About this task:
Copy out each line of the data below in which "road" appears.

Data provided:
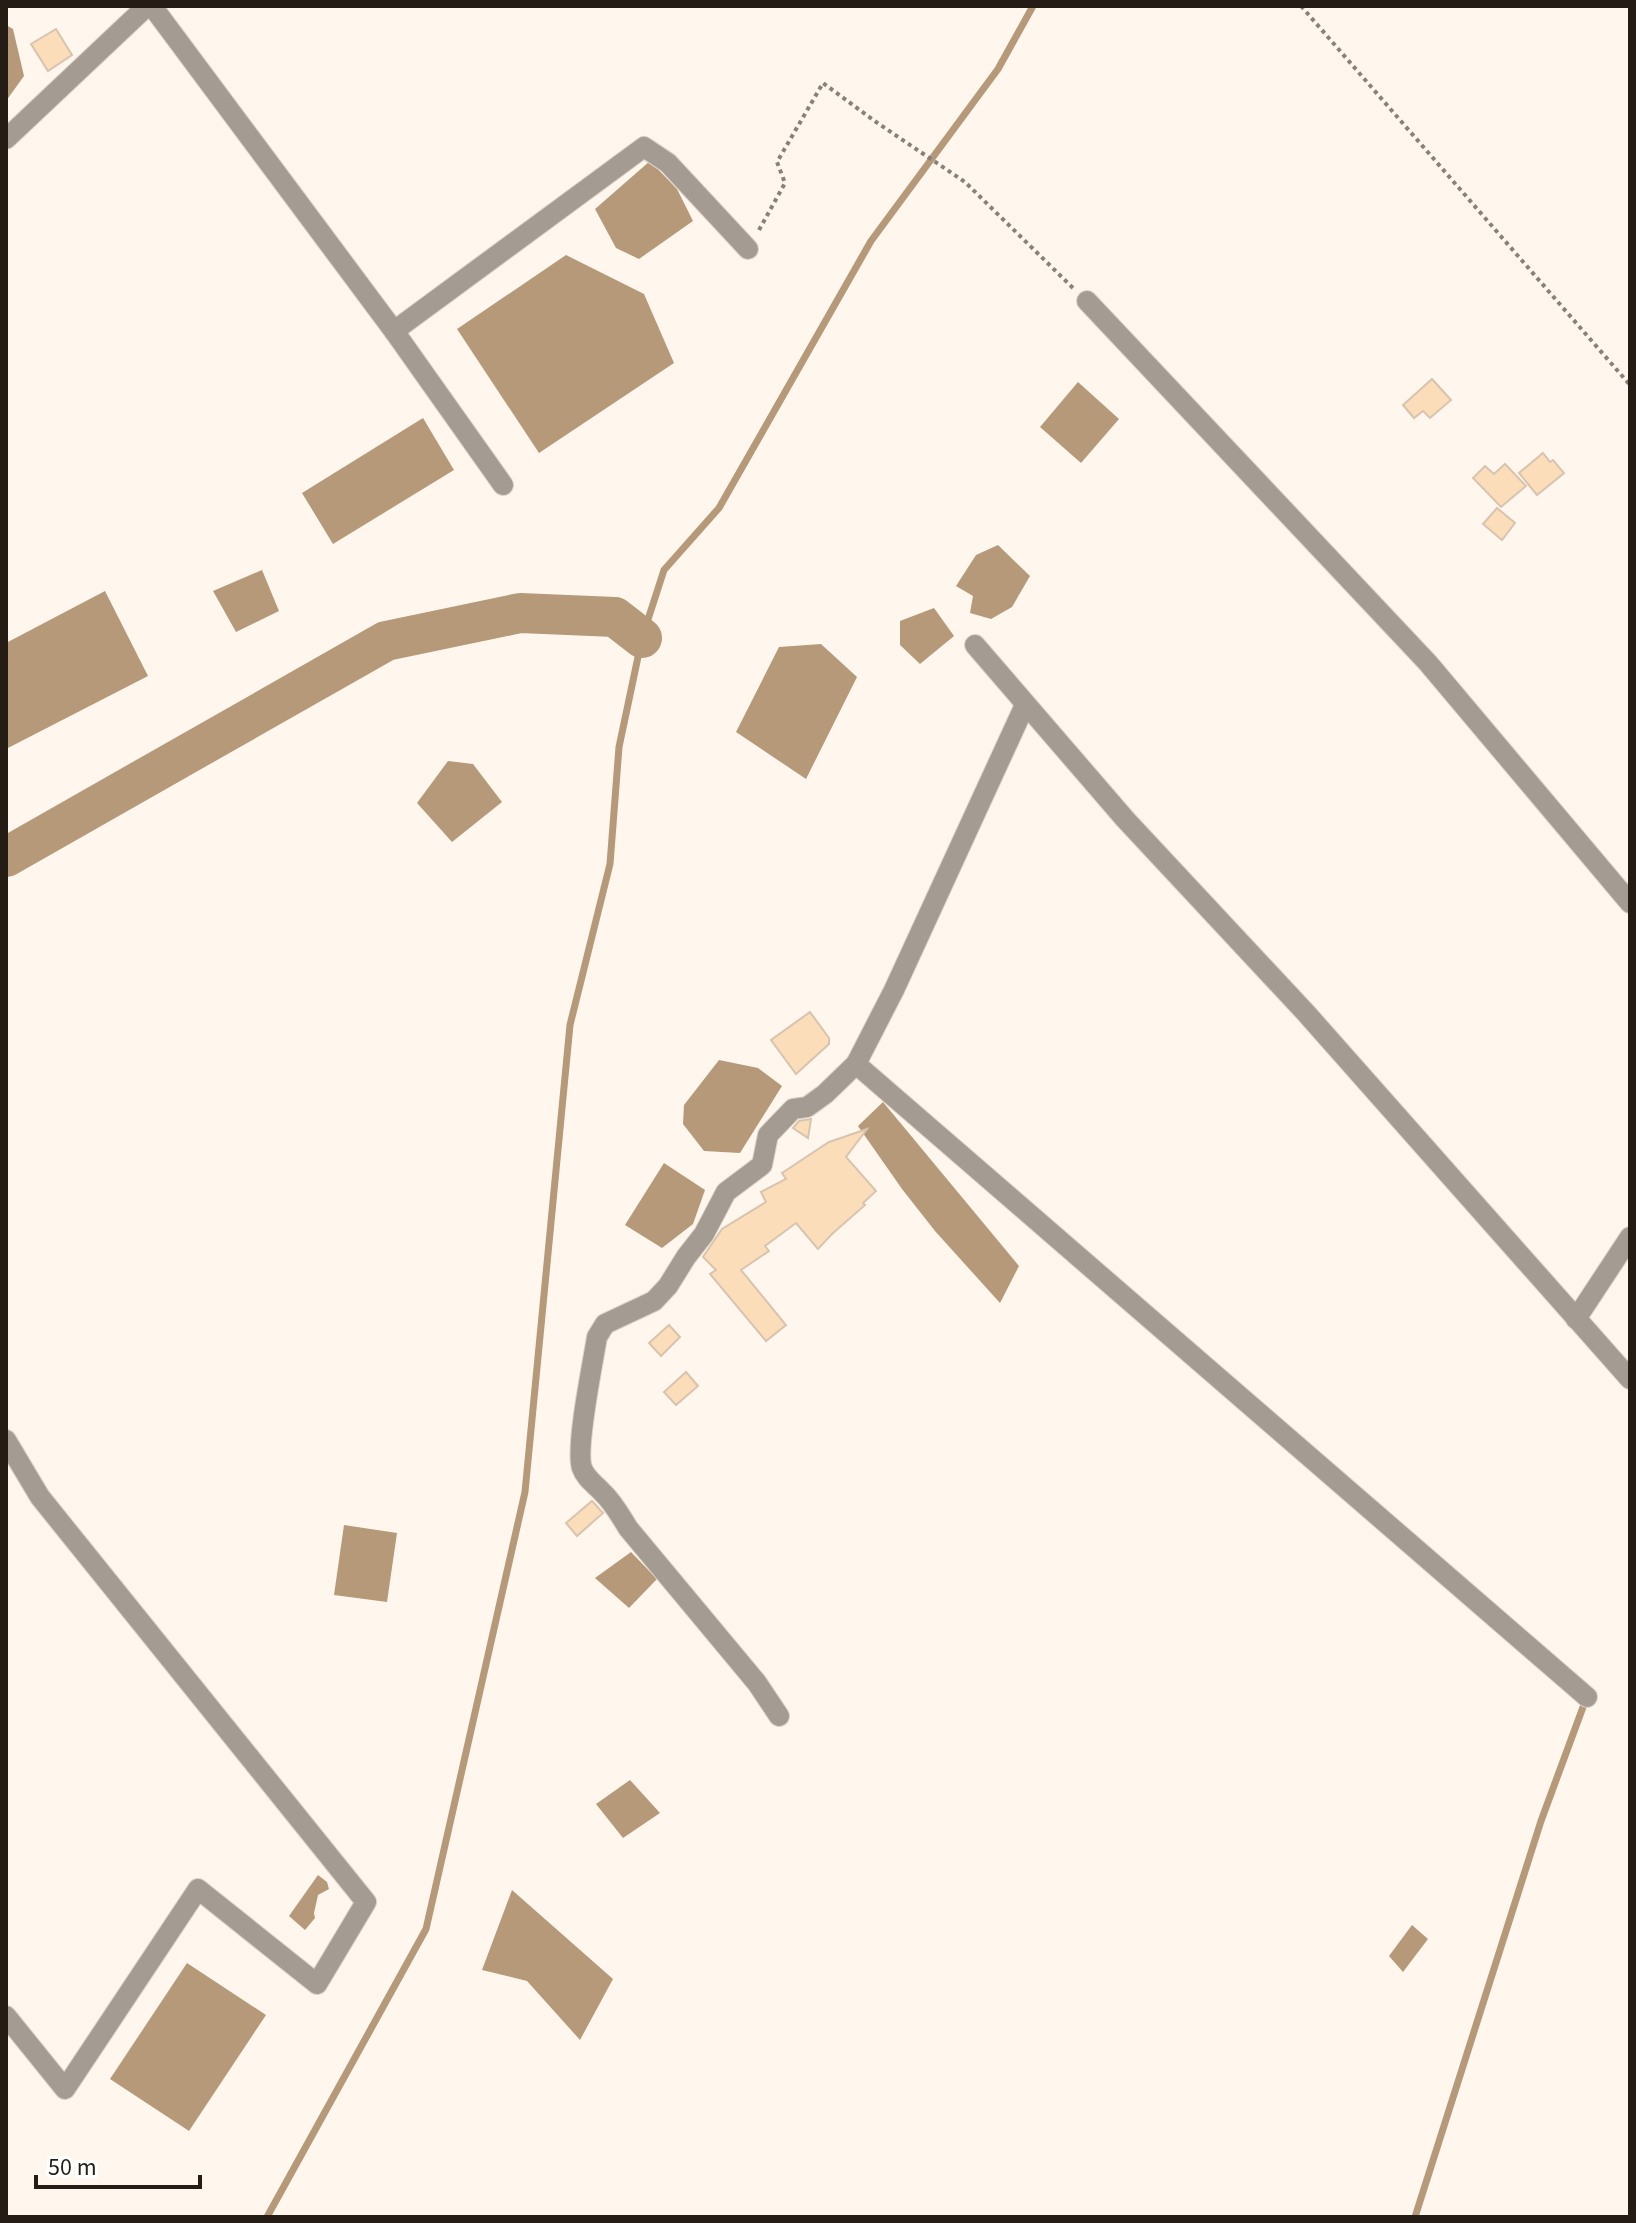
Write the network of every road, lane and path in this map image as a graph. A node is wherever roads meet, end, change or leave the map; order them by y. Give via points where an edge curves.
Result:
* * *
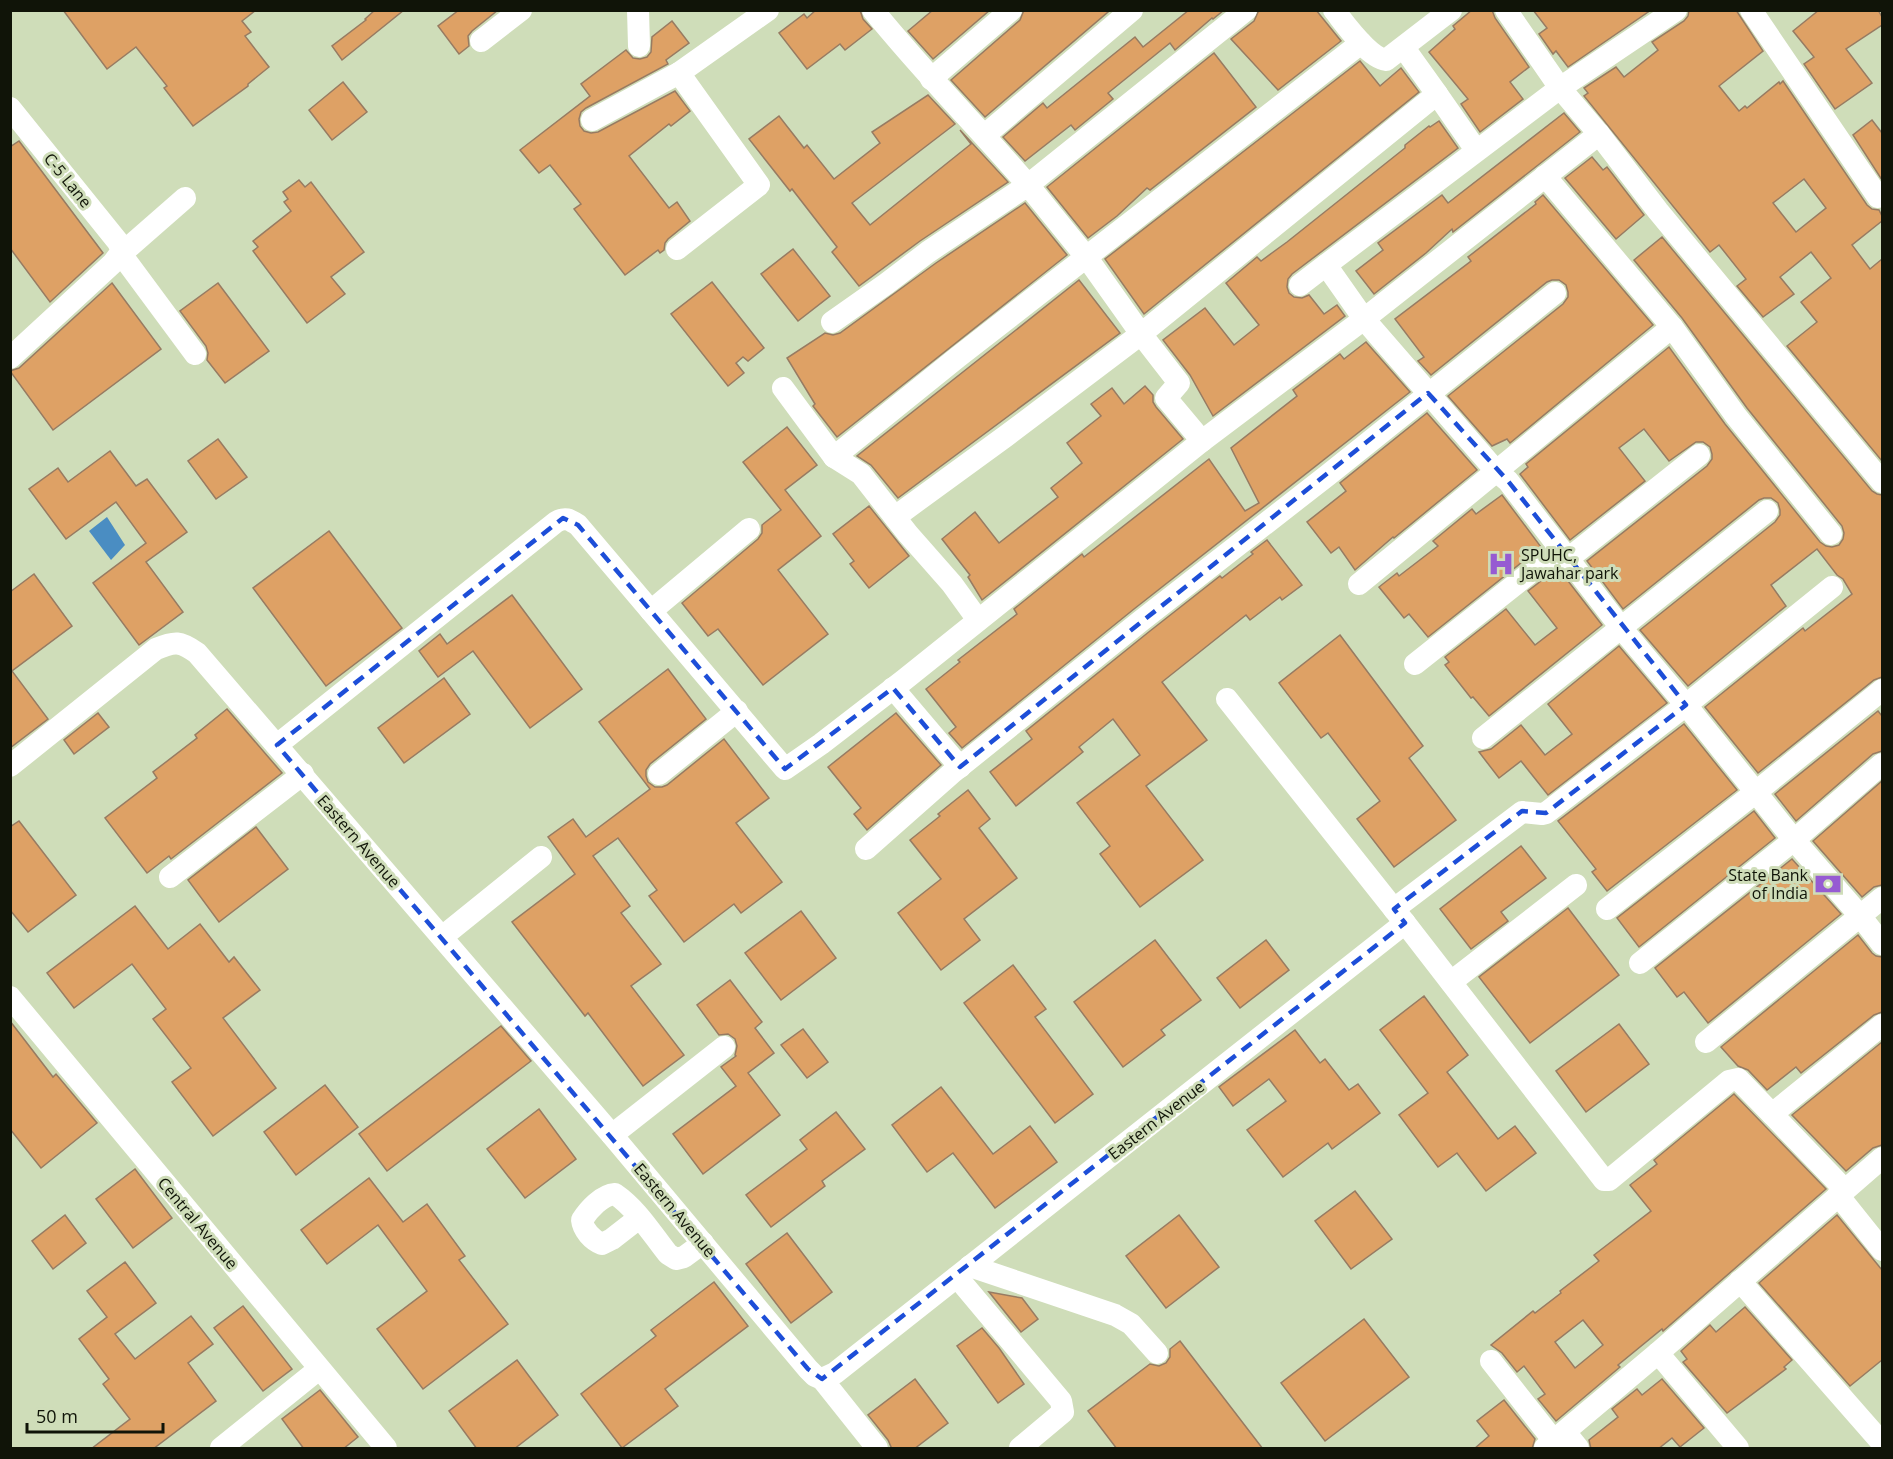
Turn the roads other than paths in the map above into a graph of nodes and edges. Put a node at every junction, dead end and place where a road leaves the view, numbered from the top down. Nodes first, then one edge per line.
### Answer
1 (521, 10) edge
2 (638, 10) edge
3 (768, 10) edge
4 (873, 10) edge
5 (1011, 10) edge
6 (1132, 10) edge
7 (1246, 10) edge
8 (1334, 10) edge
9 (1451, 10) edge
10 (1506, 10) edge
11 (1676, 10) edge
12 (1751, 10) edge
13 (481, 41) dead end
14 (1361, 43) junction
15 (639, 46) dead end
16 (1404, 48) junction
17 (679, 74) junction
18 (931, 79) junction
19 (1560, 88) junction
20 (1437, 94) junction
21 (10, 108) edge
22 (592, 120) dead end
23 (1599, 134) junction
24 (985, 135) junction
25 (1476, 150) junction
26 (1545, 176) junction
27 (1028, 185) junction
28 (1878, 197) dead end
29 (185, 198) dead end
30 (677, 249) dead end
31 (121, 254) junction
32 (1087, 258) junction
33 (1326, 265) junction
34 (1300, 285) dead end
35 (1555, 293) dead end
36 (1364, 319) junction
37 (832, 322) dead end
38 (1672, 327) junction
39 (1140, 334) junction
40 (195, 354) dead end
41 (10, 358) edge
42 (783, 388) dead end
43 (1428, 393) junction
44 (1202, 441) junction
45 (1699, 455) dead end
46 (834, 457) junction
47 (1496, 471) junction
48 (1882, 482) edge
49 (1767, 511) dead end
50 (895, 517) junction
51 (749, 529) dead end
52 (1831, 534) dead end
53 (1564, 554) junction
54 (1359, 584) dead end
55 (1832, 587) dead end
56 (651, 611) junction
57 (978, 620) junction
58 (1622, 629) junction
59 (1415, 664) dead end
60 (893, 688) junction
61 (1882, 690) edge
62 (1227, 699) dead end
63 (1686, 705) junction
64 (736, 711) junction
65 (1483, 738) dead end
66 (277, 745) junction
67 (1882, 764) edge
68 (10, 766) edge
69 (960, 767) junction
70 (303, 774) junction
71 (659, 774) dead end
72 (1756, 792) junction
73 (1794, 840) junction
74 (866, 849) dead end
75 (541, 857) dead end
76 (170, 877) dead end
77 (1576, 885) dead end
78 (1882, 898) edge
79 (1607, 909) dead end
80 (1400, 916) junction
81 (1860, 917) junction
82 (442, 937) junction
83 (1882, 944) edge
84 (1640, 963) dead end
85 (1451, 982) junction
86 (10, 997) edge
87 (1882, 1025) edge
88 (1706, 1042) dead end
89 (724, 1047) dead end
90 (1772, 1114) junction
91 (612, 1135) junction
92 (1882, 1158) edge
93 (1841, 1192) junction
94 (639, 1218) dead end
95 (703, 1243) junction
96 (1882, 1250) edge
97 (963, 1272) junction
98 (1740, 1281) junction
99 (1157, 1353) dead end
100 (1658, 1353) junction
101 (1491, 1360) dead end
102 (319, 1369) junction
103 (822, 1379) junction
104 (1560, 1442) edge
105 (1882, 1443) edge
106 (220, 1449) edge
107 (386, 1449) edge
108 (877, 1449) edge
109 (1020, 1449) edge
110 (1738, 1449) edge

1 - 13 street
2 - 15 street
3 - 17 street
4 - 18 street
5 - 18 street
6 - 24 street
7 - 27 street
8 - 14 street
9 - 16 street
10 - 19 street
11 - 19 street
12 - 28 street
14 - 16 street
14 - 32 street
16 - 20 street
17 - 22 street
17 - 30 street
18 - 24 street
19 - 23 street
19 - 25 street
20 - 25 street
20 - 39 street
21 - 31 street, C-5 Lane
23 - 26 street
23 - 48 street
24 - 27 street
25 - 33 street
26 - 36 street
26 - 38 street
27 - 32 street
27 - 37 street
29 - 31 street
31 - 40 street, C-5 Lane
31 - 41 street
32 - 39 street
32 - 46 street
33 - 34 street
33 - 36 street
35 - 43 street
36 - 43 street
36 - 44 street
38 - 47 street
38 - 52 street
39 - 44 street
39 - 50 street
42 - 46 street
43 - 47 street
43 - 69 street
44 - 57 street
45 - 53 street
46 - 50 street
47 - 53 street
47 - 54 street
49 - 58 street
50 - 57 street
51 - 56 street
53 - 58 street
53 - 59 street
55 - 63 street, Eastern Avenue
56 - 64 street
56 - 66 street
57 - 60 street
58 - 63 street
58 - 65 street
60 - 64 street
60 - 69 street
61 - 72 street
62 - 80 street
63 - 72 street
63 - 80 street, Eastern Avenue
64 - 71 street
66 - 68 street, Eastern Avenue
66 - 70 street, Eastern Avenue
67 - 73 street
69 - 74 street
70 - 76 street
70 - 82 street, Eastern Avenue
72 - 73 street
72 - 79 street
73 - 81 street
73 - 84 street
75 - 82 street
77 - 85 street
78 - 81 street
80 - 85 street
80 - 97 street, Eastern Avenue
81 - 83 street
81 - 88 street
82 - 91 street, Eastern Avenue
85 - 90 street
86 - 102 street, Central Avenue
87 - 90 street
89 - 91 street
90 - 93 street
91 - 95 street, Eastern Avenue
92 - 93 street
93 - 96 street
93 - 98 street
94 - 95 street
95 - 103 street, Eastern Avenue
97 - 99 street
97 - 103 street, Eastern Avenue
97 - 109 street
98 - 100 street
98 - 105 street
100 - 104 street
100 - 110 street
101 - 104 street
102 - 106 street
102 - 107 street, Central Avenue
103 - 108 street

Response to the task:
Write the network of every road, lane and path in this map image as a graph. A node is wherever roads meet, end, change or leave the map; order them by y. Give via points where an edge curves.
Turn the roads other than paths in the map above into a graph of nodes and edges. Put a node at every junction, dead end and place where a road leaves the view, numbered from the top down. Nodes first, then one edge per line.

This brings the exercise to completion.